A leading forest professional says clearcutting is the worst thing a community can do to reduce the risks of wildfires along an urban interface.
“I know that some people are advocating for clearcutting, but that’s the wrong approach with this issue,” says Bruce Blackwell, a professional forester and biologist whose consulting company is B.A. Blackwell & Associates Ltd., based in North Vancouver.
“Inevitably, that leads to a dense plantation that really is a hazard for a period of time.”
Blackwell is extremely well respected in his field. Mosaic, the largest private timber holder on Vancouver Island, describes him as a “guru of interface fire management.”
His long list of clients ranges from the Canadian Forest Service, Gulf Islands National Park Reserve, and Pacific Agri-Food Research Station to dozens of regional and municipal governments across the province, including Whistler and North Vancouver.
Blackwell’s comments put the lie to assertions that clearcutting is necessary to reduce the wildfire risk along the interface with the 5,000-hectare Municipal Forest Reserve, also known as the Six Mountains.
He suggests the solution is to reduce surface fuels and “thin from below,” which could include removal of smaller trees and the lower limbs of other trees to six meters above the ground to limit expansion of a surface fire; leave “the biggest trees, the tallest trees” that are less susceptible to crown fires.

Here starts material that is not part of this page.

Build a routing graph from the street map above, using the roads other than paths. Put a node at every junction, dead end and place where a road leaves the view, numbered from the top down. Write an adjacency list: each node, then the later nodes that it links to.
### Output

Interface treatments might involve a 50-metre strip of forest behind a small cluster of homes ranging to perhaps 300 metres for larger communities, he said. Costs vary by the specific forest, including age of the wood, biomass, and steepness of terrain, but generally in B.C. coastal forests range from $10,000 to $20,000-plus per hectare.

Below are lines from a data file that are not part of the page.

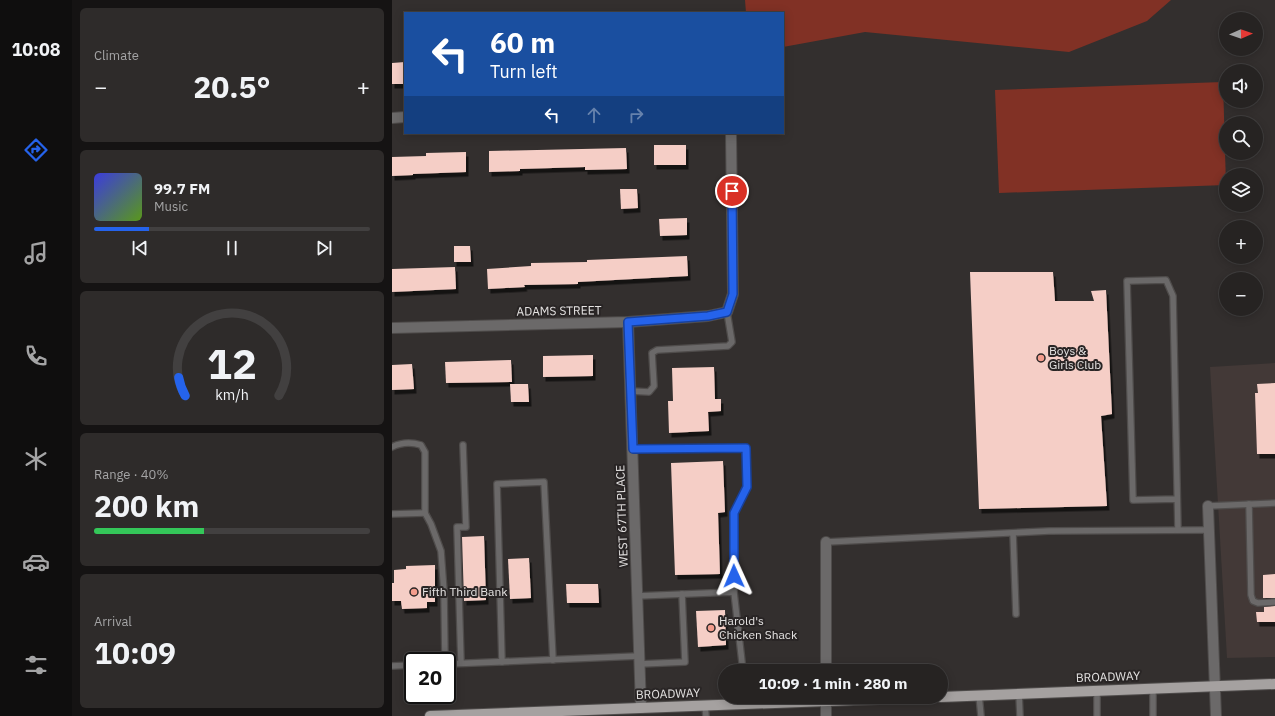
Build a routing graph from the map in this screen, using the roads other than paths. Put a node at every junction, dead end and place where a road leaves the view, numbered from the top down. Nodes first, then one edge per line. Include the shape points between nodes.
1 (404, 117) edge
2 (392, 118) edge
3 (731, 134) edge
4 (727, 312) junction
5 (628, 322) junction
6 (392, 328) edge
7 (630, 391) junction
8 (463, 445) dead end
9 (392, 447) edge
10 (633, 449) junction
11 (1177, 499) junction
12 (1275, 503) edge
13 (1249, 504) junction
14 (1208, 506) joint
15 (425, 513) junction
16 (392, 514) edge
17 (1178, 530) junction
18 (1208, 530) junction
19 (1013, 533) junction
20 (826, 542) joint
21 (734, 592) junction
22 (682, 594) junction
23 (637, 596) junction
24 (1275, 602) edge
25 (1016, 614) dead end
26 (445, 652) edge
27 (553, 660) junction
28 (639, 660) junction
29 (502, 662) junction
30 (456, 663) edge
31 (461, 663) junction
32 (742, 664) edge
33 (826, 664) edge
34 (404, 665) edge
35 (392, 666) edge
36 (1275, 684) edge
37 (1214, 686) junction
38 (1153, 689) junction
39 (1097, 691) junction
40 (1019, 694) junction
41 (979, 695) junction
42 (948, 697) edge
43 (731, 704) edge
44 (826, 704) edge
45 (635, 711) edge
46 (705, 711) edge
47 (500, 715) edge
48 (430, 716) edge
49 (826, 716) edge
50 (981, 716) edge
51 (1020, 716) edge
52 (1097, 716) edge
53 (1153, 716) edge
54 (1216, 716) edge

1 - 2 street
3 - 4 street via 733,294
4 - 5 street, ADAMS STREET via 708,316
4 - 7 lane via 732,342 728,346 657,350 652,353 654,386 649,392
5 - 6 street, ADAMS STREET
5 - 7 street, WEST 67TH PLACE
7 - 10 street, WEST 67TH PLACE
8 - 31 lane via 466,527 457,527
9 - 15 lane via 413,442 421,445 425,452
10 - 21 lane via 746,448 747,487 734,513
10 - 23 street, WEST 67TH PLACE
11 - 11 lane via 1173,296 1166,280 1127,281 1133,500
11 - 17 lane
12 - 13 lane
13 - 14 lane
13 - 24 lane via 1250,595 1253,601 1258,603
14 - 18 street
15 - 16 lane
15 - 26 lane via 441,551
17 - 18 lane
17 - 19 lane
18 - 37 street
19 - 20 lane
19 - 25 lane
20 - 33 street
21 - 22 lane
21 - 32 lane
22 - 23 lane
22 - 28 lane via 685,662
23 - 28 street, WEST 67TH PLACE
27 - 28 lane
27 - 29 lane
27 - 29 lane via 544,482 497,484
28 - 45 street, WEST 67TH PLACE
29 - 31 lane
30 - 31 lane
34 - 35 lane
36 - 37 main road, BROADWAY
37 - 38 main road, BROADWAY
37 - 54 street
38 - 39 main road, BROADWAY
38 - 53 lane
39 - 40 main road, BROADWAY
39 - 52 lane
40 - 41 main road, BROADWAY
40 - 51 lane
41 - 42 main road, BROADWAY
41 - 50 lane
43 - 46 main road, BROADWAY
44 - 49 street
45 - 46 main road, BROADWAY
45 - 47 main road, BROADWAY
47 - 48 main road, BROADWAY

Such treatments not only reduce the wildfire risk but help to preserve viewscapes as well as restore areas previously harvested while allowing for enhanced wildlife habitat and the return of old-growth forests — of which the Municipal Forest Reserve has none.
Blackwell assisted with the Firestorm 2003 Review Team in the development of recommendations on forest management and policy to mitigate the risk of catastrophic fires in the wildland/urban interface after the Kelowna wildfires.